• [EXTRACTED DATA]
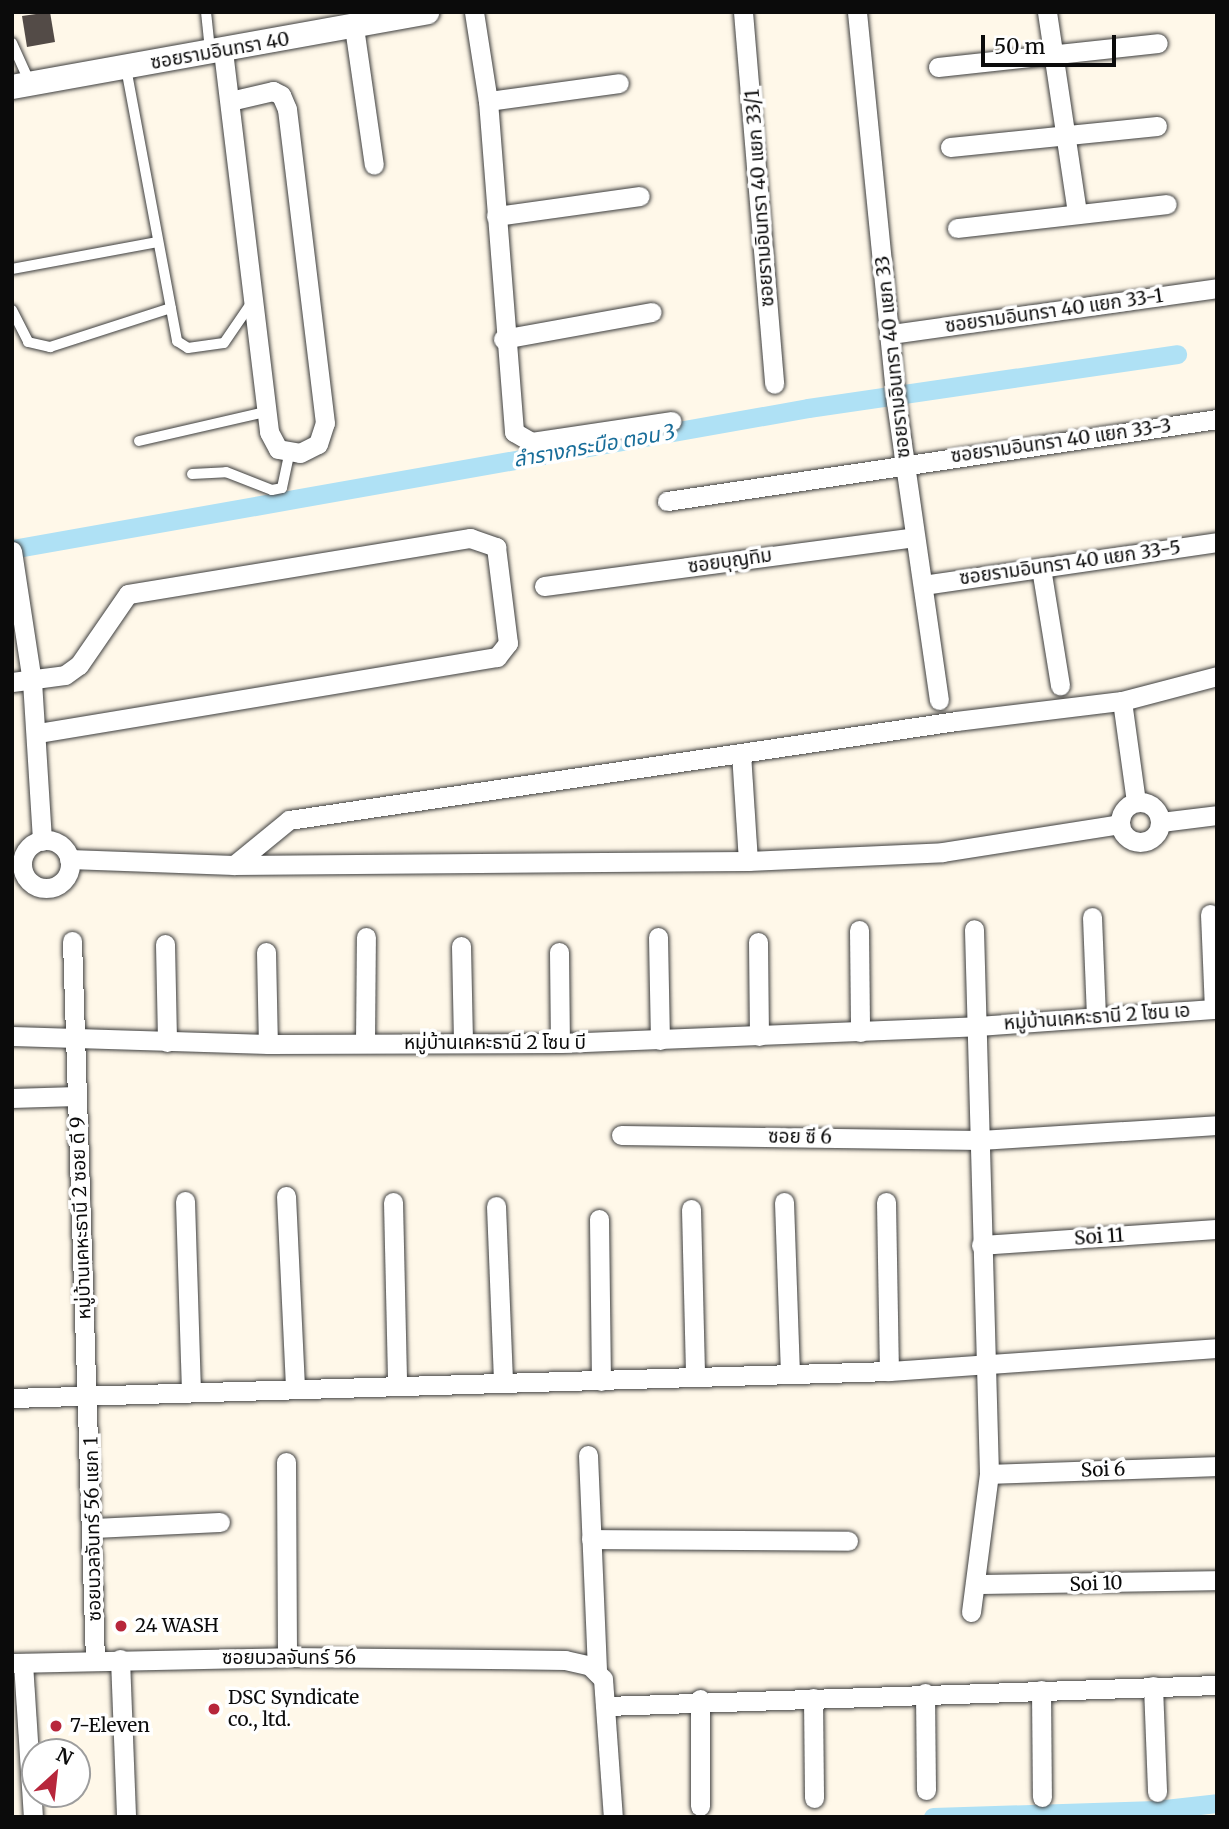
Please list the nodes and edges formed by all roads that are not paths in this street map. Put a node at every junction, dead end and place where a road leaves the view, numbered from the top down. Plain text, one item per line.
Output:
1 (206, 12) edge
2 (427, 12) edge
3 (474, 12) edge
4 (743, 12) edge
5 (857, 12) edge
6 (1047, 12) edge
7 (354, 27) junction
8 (12, 43) edge
9 (1158, 43) dead end
10 (216, 53) junction
11 (1053, 57) junction
12 (126, 67) junction
13 (939, 67) dead end
14 (619, 83) dead end
15 (21, 85) edge
16 (230, 101) junction
17 (488, 101) junction
18 (1157, 126) dead end
19 (1066, 135) junction
20 (950, 147) dead end
21 (374, 165) dead end
22 (640, 196) dead end
23 (1167, 204) dead end
24 (1077, 213) junction
25 (496, 216) junction
26 (957, 228) dead end
27 (158, 242) junction
28 (12, 269) edge
29 (1217, 288) edge
30 (252, 302) junction
31 (171, 308) junction
32 (12, 310) edge
33 (652, 312) dead end
34 (891, 334) junction
35 (503, 338) junction
36 (774, 384) dead end
37 (266, 412) junction
38 (1217, 419) edge
39 (671, 421) dead end
40 (139, 441) dead end
41 (289, 454) junction
42 (904, 463) junction
43 (192, 474) dead end
44 (667, 501) dead end
45 (915, 537) junction
46 (1217, 542) edge
47 (12, 551) edge
48 (13, 556) edge
49 (1041, 568) junction
50 (923, 585) junction
51 (544, 586) dead end
52 (1217, 676) edge
53 (22, 681) edge
54 (1060, 685) dead end
55 (939, 700) dead end
56 (1122, 701) junction
57 (36, 733) junction
58 (741, 753) junction
59 (1136, 802) junction
60 (1217, 815) edge
61 (1161, 822) junction
62 (1120, 824) junction
63 (42, 841) junction
64 (18, 858) edge
65 (69, 859) junction
66 (748, 861) junction
67 (234, 865) junction
68 (1210, 914) dead end
69 (1092, 917) dead end
70 (974, 929) dead end
71 (859, 930) dead end
72 (366, 937) dead end
73 (657, 937) dead end
74 (72, 941) dead end
75 (758, 942) dead end
76 (165, 944) dead end
77 (461, 946) dead end
78 (266, 952) dead end
79 (559, 952) dead end
80 (1215, 1009) edge
81 (1096, 1017) junction
82 (977, 1026) junction
83 (860, 1032) junction
84 (12, 1036) edge
85 (759, 1036) junction
86 (75, 1037) junction
87 (660, 1040) junction
88 (167, 1042) junction
89 (463, 1043) junction
90 (560, 1043) junction
91 (268, 1044) junction
92 (365, 1044) junction
93 (76, 1096) junction
94 (12, 1098) edge
95 (1217, 1125) edge
96 (621, 1135) dead end
97 (979, 1140) junction
98 (286, 1196) dead end
99 (185, 1201) dead end
100 (393, 1202) dead end
101 (783, 1202) dead end
102 (886, 1202) dead end
103 (496, 1206) dead end
104 (691, 1209) dead end
105 (599, 1219) dead end
106 (1217, 1229) edge
107 (981, 1245) junction
108 (1217, 1348) edge
109 (984, 1365) junction
110 (889, 1371) junction
111 (790, 1374) junction
112 (695, 1377) junction
113 (601, 1381) junction
114 (503, 1382) junction
115 (397, 1384) junction
116 (295, 1388) junction
117 (191, 1390) junction
118 (12, 1398) edge
119 (88, 1399) junction
120 (588, 1455) dead end
121 (286, 1462) dead end
122 (1217, 1466) edge
123 (989, 1474) junction
124 (220, 1522) dead end
125 (93, 1528) junction
126 (591, 1539) junction
127 (848, 1541) dead end
128 (1217, 1580) edge
129 (975, 1584) junction
130 (971, 1612) dead end
131 (288, 1657) junction
132 (95, 1659) junction
133 (120, 1659) junction
134 (18, 1663) edge
135 (597, 1673) junction
136 (1217, 1685) edge
137 (1153, 1686) junction
138 (1041, 1690) junction
139 (925, 1693) junction
140 (813, 1698) junction
141 (700, 1699) junction
142 (606, 1706) junction
143 (926, 1790) dead end
144 (1157, 1792) dead end
145 (1042, 1797) dead end
146 (814, 1798) dead end
147 (700, 1805) dead end
148 (33, 1817) edge
149 (126, 1817) edge
150 (613, 1817) edge

1 - 10 lane
2 - 7 street, ซอยรามอินทรา 40
3 - 17 street
4 - 36 street, ซอยรามอินทรา 40 แยก 33/1
5 - 34 street, ซอยรามอินทรา 40 แยก 33
6 - 11 street
7 - 10 street, ซอยรามอินทรา 40
7 - 21 street
8 - 15 lane
9 - 11 street
10 - 12 street, ซอยรามอินทรา 40
10 - 16 street
11 - 13 street
11 - 19 street
12 - 15 street, ซอยรามอินทรา 40
12 - 27 lane
14 - 17 street
16 - 30 street
16 - 41 street
17 - 25 street
18 - 19 street
19 - 20 street
19 - 24 street
22 - 25 street
23 - 24 street
24 - 26 street
25 - 35 street
27 - 28 lane
27 - 31 lane
29 - 34 street, ซอยรามอินทรา 40 แยก 33-1
30 - 31 lane
30 - 37 street
31 - 32 lane
33 - 35 street
34 - 42 street, ซอยรามอินทรา 40 แยก 33
35 - 39 street
37 - 40 lane
37 - 41 street
38 - 42 street, ซอยรามอินทรา 40 แยก 33-3
41 - 43 lane
42 - 44 street, ซอยรามอินทรา 40 แยก 33-3
42 - 45 street, ซอยรามอินทรา 40 แยก 33
45 - 50 street, ซอยรามอินทรา 40 แยก 33
45 - 51 street, ซอยบุญทิม
46 - 49 street, ซอยรามอินทรา 40 แยก 33-5
47 - 48 street
48 - 53 street
49 - 50 street, ซอยรามอินทรา 40 แยก 33-5
49 - 54 street
50 - 55 street, ซอยรามอินทรา 40 แยก 33
52 - 56 street
53 - 57 street
53 - 57 street
56 - 58 street
56 - 59 street
57 - 63 street
58 - 66 street
58 - 67 street
59 - 61 street
59 - 62 street
60 - 61 street
61 - 62 street
62 - 66 street
63 - 64 street
63 - 65 street
64 - 65 street
65 - 67 street
66 - 67 street
68 - 80 street
69 - 81 street
70 - 82 street
71 - 83 street
72 - 92 street
73 - 87 street
74 - 86 street, หมู่บ้านเคหะธานี 2 ซอย ดี 9
75 - 85 street
76 - 88 street
77 - 89 street
78 - 91 street
79 - 90 street
80 - 81 street, หมู่บ้านเคหะธานี 2 โซน เอ
81 - 82 street, หมู่บ้านเคหะธานี 2 โซน เอ
82 - 83 street, หมู่บ้านเคหะธานี 2 โซน บี
82 - 97 street
83 - 85 street, หมู่บ้านเคหะธานี 2 โซน บี
84 - 86 street, หมู่บ้านเคหะธานี 2 โซน บี
85 - 87 street, หมู่บ้านเคหะธานี 2 โซน บี
86 - 88 street, หมู่บ้านเคหะธานี 2 โซน บี
86 - 93 street, หมู่บ้านเคหะธานี 2 ซอย ดี 9
87 - 90 street, หมู่บ้านเคหะธานี 2 โซน บี
88 - 91 street, หมู่บ้านเคหะธานี 2 โซน บี
89 - 90 street, หมู่บ้านเคหะธานี 2 โซน บี
89 - 92 street, หมู่บ้านเคหะธานี 2 โซน บี
91 - 92 street, หมู่บ้านเคหะธานี 2 โซน บี
93 - 94 street
93 - 119 street, หมู่บ้านเคหะธานี 2 ซอย ดี 9
95 - 97 street, ซอย ซี 6
96 - 97 street, ซอย ซี 6
97 - 107 street
98 - 116 street
99 - 117 street
100 - 115 street
101 - 111 street
102 - 110 street
103 - 114 street
104 - 112 street
105 - 113 street
106 - 107 street, Soi 11
107 - 109 street
108 - 109 street
109 - 110 street
109 - 123 street
110 - 111 street
111 - 112 street
112 - 113 street
113 - 114 street
114 - 115 street
115 - 116 street
116 - 117 street
117 - 119 street
118 - 119 street
119 - 125 street, ซอยนวลจันทร์ 56 แยก 1
120 - 126 street
121 - 131 street
122 - 123 street, Soi 6
123 - 129 street
124 - 125 street
125 - 132 street, ซอยนวลจันทร์ 56 แยก 1
126 - 127 street
126 - 135 street
128 - 129 street, Soi 10
129 - 130 street
131 - 133 street, ซอยนวลจันทร์ 56
131 - 135 street, ซอยนวลจันทร์ 56
132 - 133 street, ซอยนวลจันทร์ 56
132 - 134 street, ซอยนวลจันทร์ 56
133 - 149 street
134 - 148 street
135 - 142 street
136 - 137 street
137 - 138 street
137 - 144 street
138 - 139 street
138 - 145 street
139 - 140 street
139 - 143 street
140 - 141 street
140 - 146 street
141 - 142 street
141 - 147 street
142 - 150 street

• [ASSIGNMENT]
Return each line of the material above that holds the string "lane".

• [SOLVED EXERCISE]
1 - 10 lane
8 - 15 lane
12 - 27 lane
27 - 28 lane
27 - 31 lane
30 - 31 lane
31 - 32 lane
37 - 40 lane
41 - 43 lane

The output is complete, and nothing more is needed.